Holger Weissböck on July 18, 2010

In 2009 we decided to develop three iPhone games (namely Find it!, PenguFlip and Twins) with our Austria-based partner Funworld. During the development of our first iPhone game Find it! we saw that there was a need (at this time at least for us) to create a gaming framework that was easy and fast to develop with. Sparrow is the dogfood that came out of it.

While Sparrow and PenguFlip were released at nearly the same time, the third game called “Twins” was waiting in the queue for attention. But now, after several months the release of Twins has come! That is why i thought it would be fun to share some Twins-related info with you.

The Game

Twins was originally released on Funworld’s PHOTO PLAY console and is a fusion between a typical arcade puzzle and a fast-paced action game. While the original release was themed in a very technical style (“Pick a futuristic lock”) we thought it best to put the game into a “Heal an infected patch of body cells” scenario. The rules of the game thou are still the same: Find two equal connectible bacteria aka twins and connect them. Do this as fast as you possibly can.

Twins comes in two editions: Full and Free. Check it out!

Creating The Menu

For Twins we chose a very similar approach as we did for PenguFlip: The game itself is based purely on Sparrow, whereas the main menu (which includes facebook integration, online highscore system, etc. etc.) is based on our house-internal menu system that uses Cocoa. Those lines of code keep us from reinventing the wheel over and over again for each new game and wasting precious time that could have otherwise been invested into improved game-play. After all developers are lazy people, right? ;-)

"Twins menu"

Everytime a player starts a round of Twins the menu system seamlessly fades into Sparrow. On each game-over we fade back to the menu system and unload Sparrow and the game code. This is not only pretty straight-forward, but it also helps us to keep track of possible memory leaks. We just need to check memory consumption before and after a game session. If those numbers do not equal, something’s wrong.

Creating The Game Field

Since the game field of Twins consists of hexagons (body cells) which may or may not be infected with twins, it was necessary to separate the twins textures from the background layer as well as the other functional layers such as selection overlays, warnings, beams and such. This allows to easily create some appealing animations.

"Twins game field"

The game field now consists of a maximum of 52 twin cells each containing 4 layers. That is a number of 208 Sparrow objects (+1 parent) for the game field alone. What’s not included is all the dashboard stuff that is displayed around the game field such as a progress meter, a score display, hint texts, message boxes, buttons and the background. Sparrow handles these numbers very well.

Also, in the picture you can see how Sparrow bubbles events up the object tree. For example: a touch on one of the stars textures (4th layer) bubbles up into the Game Field. In order to keep Twins code clean it was obvious to register one single touch event handler on the “Game Field” to catch those user touches.

Creating The Textures

As so many real-life stories do, it all begins with a pizza. One day we were sitting in a pizzeria and started drawing possible twins on the check. Behold the divine finesse of those sketches!

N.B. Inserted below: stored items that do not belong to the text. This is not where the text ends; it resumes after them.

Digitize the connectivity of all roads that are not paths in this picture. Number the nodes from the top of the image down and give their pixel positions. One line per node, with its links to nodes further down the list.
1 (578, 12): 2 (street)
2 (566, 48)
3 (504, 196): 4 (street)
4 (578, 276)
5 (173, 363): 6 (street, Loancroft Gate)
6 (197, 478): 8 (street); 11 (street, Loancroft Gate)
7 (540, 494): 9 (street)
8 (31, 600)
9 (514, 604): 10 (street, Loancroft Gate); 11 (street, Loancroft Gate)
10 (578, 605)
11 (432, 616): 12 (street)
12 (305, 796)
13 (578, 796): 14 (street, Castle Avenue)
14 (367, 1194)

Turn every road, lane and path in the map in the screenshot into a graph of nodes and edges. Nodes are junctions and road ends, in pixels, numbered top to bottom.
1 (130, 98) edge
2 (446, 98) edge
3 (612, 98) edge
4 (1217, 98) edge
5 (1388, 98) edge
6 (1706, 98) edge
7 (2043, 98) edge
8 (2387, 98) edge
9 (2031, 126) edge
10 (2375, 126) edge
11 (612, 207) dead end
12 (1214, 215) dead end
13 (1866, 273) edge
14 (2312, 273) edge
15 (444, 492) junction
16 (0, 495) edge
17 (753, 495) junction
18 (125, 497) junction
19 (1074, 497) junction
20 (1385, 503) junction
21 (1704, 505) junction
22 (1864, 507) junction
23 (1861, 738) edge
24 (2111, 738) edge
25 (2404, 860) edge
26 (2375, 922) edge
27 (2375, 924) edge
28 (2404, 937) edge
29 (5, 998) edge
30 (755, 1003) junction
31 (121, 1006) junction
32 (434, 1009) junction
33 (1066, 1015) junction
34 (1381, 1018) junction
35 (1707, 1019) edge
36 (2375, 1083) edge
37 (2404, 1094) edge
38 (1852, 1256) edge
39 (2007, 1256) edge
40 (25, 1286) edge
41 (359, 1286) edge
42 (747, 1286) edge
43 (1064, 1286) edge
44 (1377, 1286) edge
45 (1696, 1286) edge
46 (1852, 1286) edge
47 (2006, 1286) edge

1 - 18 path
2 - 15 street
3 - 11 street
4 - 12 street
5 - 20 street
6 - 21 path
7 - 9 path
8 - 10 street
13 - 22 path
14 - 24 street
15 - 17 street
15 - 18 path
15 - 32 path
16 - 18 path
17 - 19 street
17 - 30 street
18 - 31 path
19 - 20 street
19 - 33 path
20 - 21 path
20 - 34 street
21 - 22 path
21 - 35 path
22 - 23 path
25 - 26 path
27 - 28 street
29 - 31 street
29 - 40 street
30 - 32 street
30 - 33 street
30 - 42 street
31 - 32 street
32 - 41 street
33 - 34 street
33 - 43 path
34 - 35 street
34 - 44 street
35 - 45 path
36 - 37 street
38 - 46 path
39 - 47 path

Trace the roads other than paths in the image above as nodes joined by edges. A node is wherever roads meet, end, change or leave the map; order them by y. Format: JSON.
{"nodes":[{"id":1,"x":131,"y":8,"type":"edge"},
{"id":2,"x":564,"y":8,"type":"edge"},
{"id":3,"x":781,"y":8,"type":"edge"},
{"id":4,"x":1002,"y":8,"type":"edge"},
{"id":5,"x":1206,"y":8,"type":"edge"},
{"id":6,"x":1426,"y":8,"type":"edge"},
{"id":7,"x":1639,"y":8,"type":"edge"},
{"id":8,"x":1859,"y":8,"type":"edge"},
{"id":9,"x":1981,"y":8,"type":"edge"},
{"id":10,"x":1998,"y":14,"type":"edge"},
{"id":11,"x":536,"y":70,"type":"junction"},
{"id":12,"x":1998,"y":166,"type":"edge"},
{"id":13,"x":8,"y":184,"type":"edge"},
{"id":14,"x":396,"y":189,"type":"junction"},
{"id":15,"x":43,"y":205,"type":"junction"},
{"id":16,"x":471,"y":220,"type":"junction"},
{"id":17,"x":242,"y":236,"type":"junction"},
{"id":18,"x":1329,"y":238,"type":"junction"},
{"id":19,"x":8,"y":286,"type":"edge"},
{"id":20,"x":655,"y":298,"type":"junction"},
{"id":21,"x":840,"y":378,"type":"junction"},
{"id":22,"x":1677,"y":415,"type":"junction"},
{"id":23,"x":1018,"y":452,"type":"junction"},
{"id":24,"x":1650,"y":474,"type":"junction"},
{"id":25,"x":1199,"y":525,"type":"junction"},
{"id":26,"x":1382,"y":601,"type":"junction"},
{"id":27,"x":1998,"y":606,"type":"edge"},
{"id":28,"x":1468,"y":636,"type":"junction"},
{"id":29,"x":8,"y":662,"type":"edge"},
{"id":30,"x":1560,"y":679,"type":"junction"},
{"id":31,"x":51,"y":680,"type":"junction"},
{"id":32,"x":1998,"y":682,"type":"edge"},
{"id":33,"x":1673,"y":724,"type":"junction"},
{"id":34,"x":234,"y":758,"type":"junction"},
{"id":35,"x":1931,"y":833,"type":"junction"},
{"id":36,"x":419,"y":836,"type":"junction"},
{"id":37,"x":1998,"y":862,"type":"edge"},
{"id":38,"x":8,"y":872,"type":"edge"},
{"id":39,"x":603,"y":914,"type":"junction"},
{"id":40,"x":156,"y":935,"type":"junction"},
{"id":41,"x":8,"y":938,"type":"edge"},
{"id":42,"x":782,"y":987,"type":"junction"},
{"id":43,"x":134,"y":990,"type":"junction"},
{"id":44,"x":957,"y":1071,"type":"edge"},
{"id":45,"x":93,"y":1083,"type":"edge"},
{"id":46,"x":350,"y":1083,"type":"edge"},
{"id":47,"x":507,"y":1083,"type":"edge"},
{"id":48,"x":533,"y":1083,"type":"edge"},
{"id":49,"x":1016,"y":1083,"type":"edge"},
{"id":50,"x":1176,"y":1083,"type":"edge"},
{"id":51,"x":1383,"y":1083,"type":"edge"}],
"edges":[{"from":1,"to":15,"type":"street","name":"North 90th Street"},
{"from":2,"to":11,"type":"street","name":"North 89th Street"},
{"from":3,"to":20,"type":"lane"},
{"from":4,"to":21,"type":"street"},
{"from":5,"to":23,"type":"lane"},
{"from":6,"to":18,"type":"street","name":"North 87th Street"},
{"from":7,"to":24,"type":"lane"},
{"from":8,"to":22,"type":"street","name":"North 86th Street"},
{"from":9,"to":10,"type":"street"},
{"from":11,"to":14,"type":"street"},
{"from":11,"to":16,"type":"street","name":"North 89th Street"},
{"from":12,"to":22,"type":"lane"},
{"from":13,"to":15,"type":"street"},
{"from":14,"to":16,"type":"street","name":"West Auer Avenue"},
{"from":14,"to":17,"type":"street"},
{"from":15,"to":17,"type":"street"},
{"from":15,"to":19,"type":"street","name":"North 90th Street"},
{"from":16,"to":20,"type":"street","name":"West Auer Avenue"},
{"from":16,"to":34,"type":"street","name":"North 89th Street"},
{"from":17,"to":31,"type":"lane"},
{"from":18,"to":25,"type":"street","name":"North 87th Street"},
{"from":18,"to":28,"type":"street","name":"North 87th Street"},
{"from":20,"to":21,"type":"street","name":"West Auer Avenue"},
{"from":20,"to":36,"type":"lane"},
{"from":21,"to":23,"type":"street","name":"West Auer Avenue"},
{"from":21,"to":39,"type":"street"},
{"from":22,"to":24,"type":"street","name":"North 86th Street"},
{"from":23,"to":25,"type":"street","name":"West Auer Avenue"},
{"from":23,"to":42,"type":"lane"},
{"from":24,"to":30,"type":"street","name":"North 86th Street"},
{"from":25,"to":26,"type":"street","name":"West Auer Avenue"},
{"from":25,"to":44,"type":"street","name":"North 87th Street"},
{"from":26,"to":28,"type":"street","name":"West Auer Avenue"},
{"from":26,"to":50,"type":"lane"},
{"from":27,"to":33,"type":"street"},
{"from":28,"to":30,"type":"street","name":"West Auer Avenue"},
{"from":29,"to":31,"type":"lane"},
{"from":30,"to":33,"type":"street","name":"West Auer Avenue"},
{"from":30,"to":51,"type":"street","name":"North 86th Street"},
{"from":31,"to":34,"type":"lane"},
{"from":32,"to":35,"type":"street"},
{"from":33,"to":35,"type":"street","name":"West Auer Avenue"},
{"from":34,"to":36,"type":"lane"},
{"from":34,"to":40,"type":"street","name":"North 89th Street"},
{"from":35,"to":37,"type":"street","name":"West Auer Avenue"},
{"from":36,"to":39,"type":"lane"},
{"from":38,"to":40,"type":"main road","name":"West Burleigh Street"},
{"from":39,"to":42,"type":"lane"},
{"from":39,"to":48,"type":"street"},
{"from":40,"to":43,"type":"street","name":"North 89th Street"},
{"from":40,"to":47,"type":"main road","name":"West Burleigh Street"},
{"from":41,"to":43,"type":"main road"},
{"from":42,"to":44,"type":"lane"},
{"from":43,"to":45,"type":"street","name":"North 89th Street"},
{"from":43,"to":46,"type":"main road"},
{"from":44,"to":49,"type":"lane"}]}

"Do you see the one that looks like a male reproductive organ? We didn't put that one into the game."

After redrawing a selection of these sketches on A4 and scanning them into the digital world of Apple I fired up Inkscape and created vector graphics for the twins. Here are the scans of the redraws:

"The one in the upper left corner was not very well suited for small textures (too many details), so i left him out. That redshirt did not even have a name before i dumped him."

These vector graphics then went into the Gimp, got sliced and diced and received some nice coloring and shading. What came out of it are our final game textures:

"The purple one is called 'Elmar'. I wanted him to have teeth and just one eye to make him a little cooler, instead of the well-behaved look in the original sketch."

Take Away

So that’s basically it - the rest was iterative coding, drawing and testing. I hope you had some fun reading this and gained a little insight into our ways.

Before i let you off the hook, i have a few questions:

  • We are re-using a Cocoa-based menu system for our Sparrow games. What is your approach with Sparrow and a game menu?
  • The way i created those textures may or may not be the best way to do this. How do you create your textures?

I am looking forward to your comments!